» **ABOUT THIS EXERCISE**: Nothing outside the range is wanted. Repeat exactly the lines below from the one with "thumb cmc: (173, 271)" through the one with "middle mcp: (174, 216)".

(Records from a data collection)
——
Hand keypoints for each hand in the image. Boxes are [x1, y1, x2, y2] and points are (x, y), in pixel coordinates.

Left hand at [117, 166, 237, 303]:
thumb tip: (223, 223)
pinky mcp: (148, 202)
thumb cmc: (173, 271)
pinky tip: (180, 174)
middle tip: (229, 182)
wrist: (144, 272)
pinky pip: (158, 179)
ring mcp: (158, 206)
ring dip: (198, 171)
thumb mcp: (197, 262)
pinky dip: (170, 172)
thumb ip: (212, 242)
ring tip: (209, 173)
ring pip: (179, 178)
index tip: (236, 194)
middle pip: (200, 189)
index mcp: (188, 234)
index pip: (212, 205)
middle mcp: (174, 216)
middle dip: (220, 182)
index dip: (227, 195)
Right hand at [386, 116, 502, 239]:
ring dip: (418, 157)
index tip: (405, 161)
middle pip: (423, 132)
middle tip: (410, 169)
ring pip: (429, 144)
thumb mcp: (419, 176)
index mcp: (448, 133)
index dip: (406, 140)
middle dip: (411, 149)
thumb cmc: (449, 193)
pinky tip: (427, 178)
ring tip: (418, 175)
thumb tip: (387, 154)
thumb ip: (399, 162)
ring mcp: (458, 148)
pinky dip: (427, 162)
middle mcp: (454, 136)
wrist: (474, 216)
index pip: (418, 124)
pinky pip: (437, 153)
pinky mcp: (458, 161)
——
» **EXERCISE RESULT**:
thumb cmc: (173, 271)
pinky tip: (180, 174)
middle tip: (229, 182)
wrist: (144, 272)
pinky pip: (158, 179)
ring mcp: (158, 206)
ring dip: (198, 171)
thumb mcp: (197, 262)
pinky dip: (170, 172)
thumb ip: (212, 242)
ring tip: (209, 173)
ring pip: (179, 178)
index tip: (236, 194)
middle pip: (200, 189)
index mcp: (188, 234)
index pip: (212, 205)
middle mcp: (174, 216)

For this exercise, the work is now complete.